Silicon Valley Is Not a Job Creator

US-FACEBOOK-MENLO PARK
Employees work at the Facebook main campus in Menlo Park, California, May 15, 2012. Facebook, the world's most popular internet social network, expects to raise USD 12.1 billion in what will be Silicon Valley's largest-ever initial public offering (IPO) later this week. AFP PHOTO / ROBYN BECK (Photo credit should read ROBYN BECK/AFP/Getty Images)
ROBYN BECK AFP/Getty Images

It might seem like the pace of technological change grows faster everyday, but economic data tell a different story.

For instance, the U.S. economy is suffering through a period of historically low productivity growth in which the amount of stuff an individual worker can produce each hour has been increasing at a very slow rate. The reason for this is that businesses haven’t been adopting efficiency-producing technologies like in decades past.

So while your smartphone may be evolving faster than you can keep up, for businesses, the pace of change has been slower. This can be seen in what economists called Total Factor Productivity, which measures the growth in the application of technology and new processes on economic output:

As you can see, TFP growth was much higher in the earlier part of the twentieth century. It spiked again in the 1990s, and U.S. businesses benefitted from the computer revolution that made many industries more efficient. But since the year 2000, TFP growth has slumped once again.

Another way in which technological growth has been failing us is in its inability to create new jobs. Though job growth has been strong in the United States of late, in a new Oxford Martin School study economists Carl Benedikt Frey and Thor Berger find that since 2000, Silicon Valley has contributed very little to employment growth. According to the report:

The magnitude of workers shifting into new industries is strikingly small: in 2010, only 0.5% of the US labour force is employed in industries that did not exist in 2000…

Relative to major corporations of the early computer revolution, the companies leading the digital revolution have created few employment opportunities: while IBM and Dell still employed 431,212 and 108,800 workers respectively, Facebook’s headcount reached only 7,185 in 2013.

Because digital businesses require only limited capital investment, employment opportunities created by technological change may continue to stagnate as the US economy is becoming increasingly digitized. How firms and individuals are responding to digital technologies becoming available is a line of enquiry that deserves further attention.
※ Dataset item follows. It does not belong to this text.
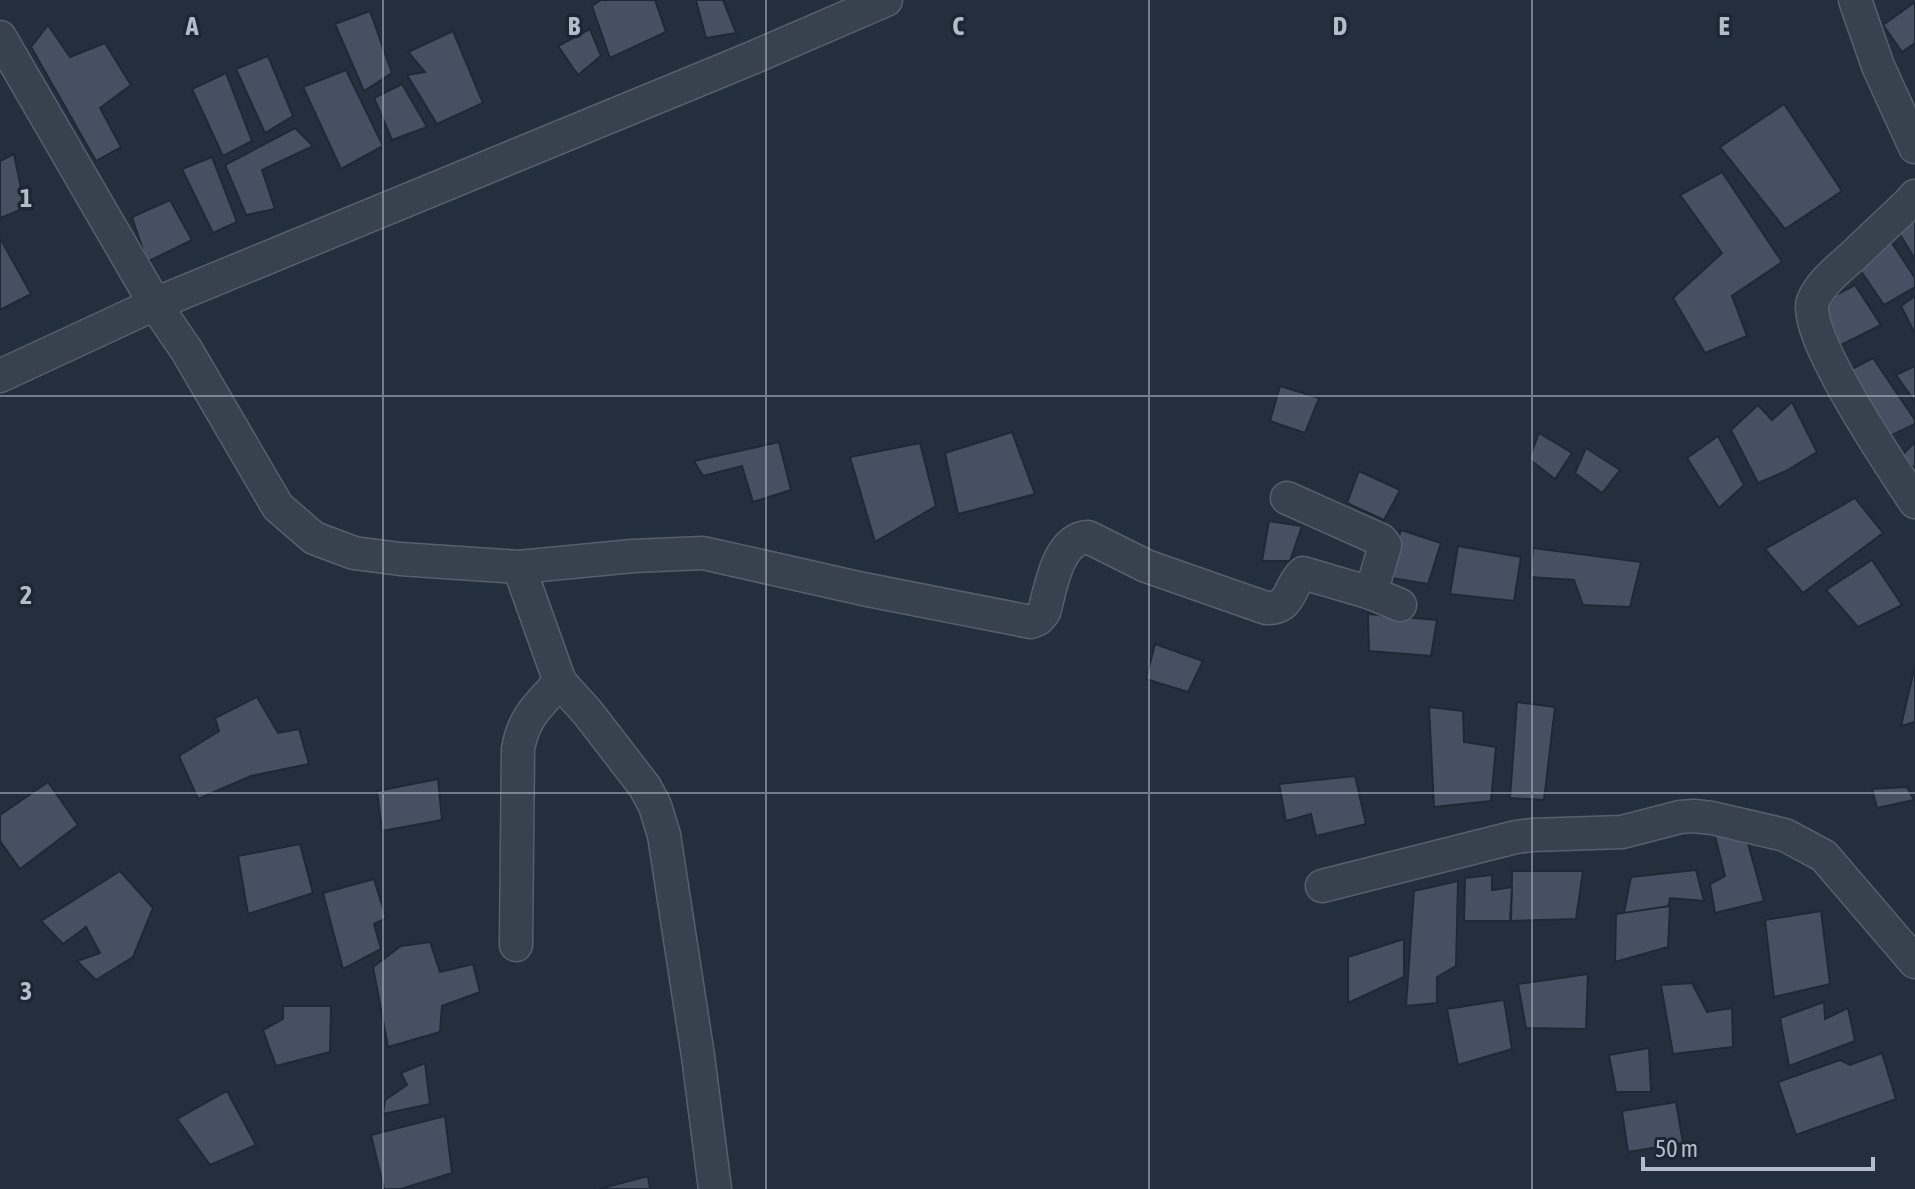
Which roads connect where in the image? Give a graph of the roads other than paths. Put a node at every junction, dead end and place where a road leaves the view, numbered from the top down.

The fact that the technological change of the past fifteen years has not lead to more productivity or employment growth is not a new concern. Optimists argue that throughout the history of capitalism, new technologies have always led to new jobs in the long run. But pessimists say that this trend isn’t guaranteed to continue, and the chance that we are in an era where wealth is created without jobs raises very thorny questions about how that wealth will be distributed fairly.